Restate the full set of records exactly, word for word.
═══ RECORD EXTRACTS ═══
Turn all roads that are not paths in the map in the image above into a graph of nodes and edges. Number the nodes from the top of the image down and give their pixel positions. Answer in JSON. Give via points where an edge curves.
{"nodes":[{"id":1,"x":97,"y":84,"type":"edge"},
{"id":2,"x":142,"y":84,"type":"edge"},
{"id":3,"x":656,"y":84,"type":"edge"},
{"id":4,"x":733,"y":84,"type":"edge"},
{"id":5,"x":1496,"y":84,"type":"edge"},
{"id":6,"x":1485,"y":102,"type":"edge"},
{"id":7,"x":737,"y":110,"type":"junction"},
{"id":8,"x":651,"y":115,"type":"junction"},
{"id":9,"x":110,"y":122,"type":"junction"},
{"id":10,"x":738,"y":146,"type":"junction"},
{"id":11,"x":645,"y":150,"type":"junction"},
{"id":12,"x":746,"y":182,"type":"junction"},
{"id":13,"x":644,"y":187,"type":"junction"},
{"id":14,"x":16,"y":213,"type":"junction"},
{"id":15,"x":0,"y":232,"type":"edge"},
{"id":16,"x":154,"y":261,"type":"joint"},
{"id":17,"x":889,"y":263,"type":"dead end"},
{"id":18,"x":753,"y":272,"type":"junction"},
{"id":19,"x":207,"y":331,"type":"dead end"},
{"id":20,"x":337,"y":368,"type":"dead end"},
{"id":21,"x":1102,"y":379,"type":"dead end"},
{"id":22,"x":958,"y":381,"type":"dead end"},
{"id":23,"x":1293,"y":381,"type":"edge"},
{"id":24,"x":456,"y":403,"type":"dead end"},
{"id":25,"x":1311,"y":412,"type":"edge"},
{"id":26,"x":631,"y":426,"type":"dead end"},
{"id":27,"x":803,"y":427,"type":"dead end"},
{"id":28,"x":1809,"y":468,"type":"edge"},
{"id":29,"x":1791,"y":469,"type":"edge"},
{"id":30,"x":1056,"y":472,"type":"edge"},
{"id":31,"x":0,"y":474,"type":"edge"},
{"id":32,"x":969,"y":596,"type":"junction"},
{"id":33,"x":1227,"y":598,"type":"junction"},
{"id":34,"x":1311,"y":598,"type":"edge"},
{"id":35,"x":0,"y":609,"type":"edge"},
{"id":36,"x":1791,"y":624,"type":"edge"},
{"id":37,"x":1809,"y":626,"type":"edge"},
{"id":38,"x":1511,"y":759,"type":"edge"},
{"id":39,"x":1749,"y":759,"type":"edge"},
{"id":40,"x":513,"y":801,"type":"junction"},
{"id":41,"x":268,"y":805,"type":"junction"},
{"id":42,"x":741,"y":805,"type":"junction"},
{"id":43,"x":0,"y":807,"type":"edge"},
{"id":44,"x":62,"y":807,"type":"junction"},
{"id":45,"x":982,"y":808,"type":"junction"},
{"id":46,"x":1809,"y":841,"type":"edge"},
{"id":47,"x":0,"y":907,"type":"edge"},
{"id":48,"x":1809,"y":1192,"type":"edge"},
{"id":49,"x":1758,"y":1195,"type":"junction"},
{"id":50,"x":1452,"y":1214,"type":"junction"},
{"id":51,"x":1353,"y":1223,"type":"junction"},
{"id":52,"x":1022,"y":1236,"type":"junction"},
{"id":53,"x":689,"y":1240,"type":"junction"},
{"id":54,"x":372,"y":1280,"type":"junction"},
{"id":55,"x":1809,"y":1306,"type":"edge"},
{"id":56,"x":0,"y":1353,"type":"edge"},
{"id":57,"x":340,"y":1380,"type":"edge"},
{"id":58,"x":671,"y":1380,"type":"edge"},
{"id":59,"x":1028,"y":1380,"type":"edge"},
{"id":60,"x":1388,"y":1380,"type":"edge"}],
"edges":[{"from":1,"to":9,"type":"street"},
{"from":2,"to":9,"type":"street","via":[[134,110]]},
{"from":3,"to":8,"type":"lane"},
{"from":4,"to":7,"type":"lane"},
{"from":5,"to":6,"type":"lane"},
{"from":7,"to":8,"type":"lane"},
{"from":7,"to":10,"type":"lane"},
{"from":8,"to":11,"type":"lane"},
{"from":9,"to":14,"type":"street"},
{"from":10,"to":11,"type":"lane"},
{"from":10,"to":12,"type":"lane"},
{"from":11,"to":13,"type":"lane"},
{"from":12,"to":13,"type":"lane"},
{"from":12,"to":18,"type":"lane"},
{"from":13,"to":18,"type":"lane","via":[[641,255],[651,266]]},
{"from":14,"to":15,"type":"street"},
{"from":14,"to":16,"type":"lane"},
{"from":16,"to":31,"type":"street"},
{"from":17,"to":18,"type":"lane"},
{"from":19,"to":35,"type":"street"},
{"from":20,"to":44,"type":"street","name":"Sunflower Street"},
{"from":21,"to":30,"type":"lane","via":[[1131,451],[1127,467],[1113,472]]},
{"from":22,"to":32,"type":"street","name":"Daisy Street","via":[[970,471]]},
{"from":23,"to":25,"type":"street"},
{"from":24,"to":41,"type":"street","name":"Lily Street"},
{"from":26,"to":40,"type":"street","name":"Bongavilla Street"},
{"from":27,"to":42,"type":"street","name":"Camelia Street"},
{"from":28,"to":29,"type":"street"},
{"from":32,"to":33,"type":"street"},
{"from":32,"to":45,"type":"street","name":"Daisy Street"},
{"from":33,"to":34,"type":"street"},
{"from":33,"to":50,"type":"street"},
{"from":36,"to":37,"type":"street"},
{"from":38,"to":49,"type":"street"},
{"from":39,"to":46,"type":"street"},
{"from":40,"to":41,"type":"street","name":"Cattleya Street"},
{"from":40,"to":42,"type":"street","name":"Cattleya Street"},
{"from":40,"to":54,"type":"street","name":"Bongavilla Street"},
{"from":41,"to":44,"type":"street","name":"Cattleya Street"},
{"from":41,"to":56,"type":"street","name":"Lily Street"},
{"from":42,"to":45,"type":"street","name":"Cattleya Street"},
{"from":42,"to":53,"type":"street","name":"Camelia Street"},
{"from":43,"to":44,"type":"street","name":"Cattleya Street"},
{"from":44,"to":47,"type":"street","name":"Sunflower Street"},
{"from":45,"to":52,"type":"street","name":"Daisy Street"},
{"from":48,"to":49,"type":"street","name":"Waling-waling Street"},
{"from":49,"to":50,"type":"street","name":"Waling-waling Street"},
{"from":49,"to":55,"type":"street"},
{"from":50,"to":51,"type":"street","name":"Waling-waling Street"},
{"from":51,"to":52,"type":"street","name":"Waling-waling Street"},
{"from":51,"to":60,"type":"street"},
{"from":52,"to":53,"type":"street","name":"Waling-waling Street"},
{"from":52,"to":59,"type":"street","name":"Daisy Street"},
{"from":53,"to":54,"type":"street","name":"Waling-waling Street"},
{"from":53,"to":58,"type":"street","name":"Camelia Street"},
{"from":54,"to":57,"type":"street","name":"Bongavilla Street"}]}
═══
▶ **ANSWER BELOW**
Turn all roads that are not paths in the map in the image above into a graph of nodes and edges. Number the nodes from the top of the image down and give their pixel positions. Answer in JSON. Give via points where an edge curves.
{"nodes":[{"id":1,"x":97,"y":84,"type":"edge"},
{"id":2,"x":142,"y":84,"type":"edge"},
{"id":3,"x":656,"y":84,"type":"edge"},
{"id":4,"x":733,"y":84,"type":"edge"},
{"id":5,"x":1496,"y":84,"type":"edge"},
{"id":6,"x":1485,"y":102,"type":"edge"},
{"id":7,"x":737,"y":110,"type":"junction"},
{"id":8,"x":651,"y":115,"type":"junction"},
{"id":9,"x":110,"y":122,"type":"junction"},
{"id":10,"x":738,"y":146,"type":"junction"},
{"id":11,"x":645,"y":150,"type":"junction"},
{"id":12,"x":746,"y":182,"type":"junction"},
{"id":13,"x":644,"y":187,"type":"junction"},
{"id":14,"x":16,"y":213,"type":"junction"},
{"id":15,"x":0,"y":232,"type":"edge"},
{"id":16,"x":154,"y":261,"type":"joint"},
{"id":17,"x":889,"y":263,"type":"dead end"},
{"id":18,"x":753,"y":272,"type":"junction"},
{"id":19,"x":207,"y":331,"type":"dead end"},
{"id":20,"x":337,"y":368,"type":"dead end"},
{"id":21,"x":1102,"y":379,"type":"dead end"},
{"id":22,"x":958,"y":381,"type":"dead end"},
{"id":23,"x":1293,"y":381,"type":"edge"},
{"id":24,"x":456,"y":403,"type":"dead end"},
{"id":25,"x":1311,"y":412,"type":"edge"},
{"id":26,"x":631,"y":426,"type":"dead end"},
{"id":27,"x":803,"y":427,"type":"dead end"},
{"id":28,"x":1809,"y":468,"type":"edge"},
{"id":29,"x":1791,"y":469,"type":"edge"},
{"id":30,"x":1056,"y":472,"type":"edge"},
{"id":31,"x":0,"y":474,"type":"edge"},
{"id":32,"x":969,"y":596,"type":"junction"},
{"id":33,"x":1227,"y":598,"type":"junction"},
{"id":34,"x":1311,"y":598,"type":"edge"},
{"id":35,"x":0,"y":609,"type":"edge"},
{"id":36,"x":1791,"y":624,"type":"edge"},
{"id":37,"x":1809,"y":626,"type":"edge"},
{"id":38,"x":1511,"y":759,"type":"edge"},
{"id":39,"x":1749,"y":759,"type":"edge"},
{"id":40,"x":513,"y":801,"type":"junction"},
{"id":41,"x":268,"y":805,"type":"junction"},
{"id":42,"x":741,"y":805,"type":"junction"},
{"id":43,"x":0,"y":807,"type":"edge"},
{"id":44,"x":62,"y":807,"type":"junction"},
{"id":45,"x":982,"y":808,"type":"junction"},
{"id":46,"x":1809,"y":841,"type":"edge"},
{"id":47,"x":0,"y":907,"type":"edge"},
{"id":48,"x":1809,"y":1192,"type":"edge"},
{"id":49,"x":1758,"y":1195,"type":"junction"},
{"id":50,"x":1452,"y":1214,"type":"junction"},
{"id":51,"x":1353,"y":1223,"type":"junction"},
{"id":52,"x":1022,"y":1236,"type":"junction"},
{"id":53,"x":689,"y":1240,"type":"junction"},
{"id":54,"x":372,"y":1280,"type":"junction"},
{"id":55,"x":1809,"y":1306,"type":"edge"},
{"id":56,"x":0,"y":1353,"type":"edge"},
{"id":57,"x":340,"y":1380,"type":"edge"},
{"id":58,"x":671,"y":1380,"type":"edge"},
{"id":59,"x":1028,"y":1380,"type":"edge"},
{"id":60,"x":1388,"y":1380,"type":"edge"}],
"edges":[{"from":1,"to":9,"type":"street"},
{"from":2,"to":9,"type":"street","via":[[134,110]]},
{"from":3,"to":8,"type":"lane"},
{"from":4,"to":7,"type":"lane"},
{"from":5,"to":6,"type":"lane"},
{"from":7,"to":8,"type":"lane"},
{"from":7,"to":10,"type":"lane"},
{"from":8,"to":11,"type":"lane"},
{"from":9,"to":14,"type":"street"},
{"from":10,"to":11,"type":"lane"},
{"from":10,"to":12,"type":"lane"},
{"from":11,"to":13,"type":"lane"},
{"from":12,"to":13,"type":"lane"},
{"from":12,"to":18,"type":"lane"},
{"from":13,"to":18,"type":"lane","via":[[641,255],[651,266]]},
{"from":14,"to":15,"type":"street"},
{"from":14,"to":16,"type":"lane"},
{"from":16,"to":31,"type":"street"},
{"from":17,"to":18,"type":"lane"},
{"from":19,"to":35,"type":"street"},
{"from":20,"to":44,"type":"street","name":"Sunflower Street"},
{"from":21,"to":30,"type":"lane","via":[[1131,451],[1127,467],[1113,472]]},
{"from":22,"to":32,"type":"street","name":"Daisy Street","via":[[970,471]]},
{"from":23,"to":25,"type":"street"},
{"from":24,"to":41,"type":"street","name":"Lily Street"},
{"from":26,"to":40,"type":"street","name":"Bongavilla Street"},
{"from":27,"to":42,"type":"street","name":"Camelia Street"},
{"from":28,"to":29,"type":"street"},
{"from":32,"to":33,"type":"street"},
{"from":32,"to":45,"type":"street","name":"Daisy Street"},
{"from":33,"to":34,"type":"street"},
{"from":33,"to":50,"type":"street"},
{"from":36,"to":37,"type":"street"},
{"from":38,"to":49,"type":"street"},
{"from":39,"to":46,"type":"street"},
{"from":40,"to":41,"type":"street","name":"Cattleya Street"},
{"from":40,"to":42,"type":"street","name":"Cattleya Street"},
{"from":40,"to":54,"type":"street","name":"Bongavilla Street"},
{"from":41,"to":44,"type":"street","name":"Cattleya Street"},
{"from":41,"to":56,"type":"street","name":"Lily Street"},
{"from":42,"to":45,"type":"street","name":"Cattleya Street"},
{"from":42,"to":53,"type":"street","name":"Camelia Street"},
{"from":43,"to":44,"type":"street","name":"Cattleya Street"},
{"from":44,"to":47,"type":"street","name":"Sunflower Street"},
{"from":45,"to":52,"type":"street","name":"Daisy Street"},
{"from":48,"to":49,"type":"street","name":"Waling-waling Street"},
{"from":49,"to":50,"type":"street","name":"Waling-waling Street"},
{"from":49,"to":55,"type":"street"},
{"from":50,"to":51,"type":"street","name":"Waling-waling Street"},
{"from":51,"to":52,"type":"street","name":"Waling-waling Street"},
{"from":51,"to":60,"type":"street"},
{"from":52,"to":53,"type":"street","name":"Waling-waling Street"},
{"from":52,"to":59,"type":"street","name":"Daisy Street"},
{"from":53,"to":54,"type":"street","name":"Waling-waling Street"},
{"from":53,"to":58,"type":"street","name":"Camelia Street"},
{"from":54,"to":57,"type":"street","name":"Bongavilla Street"}]}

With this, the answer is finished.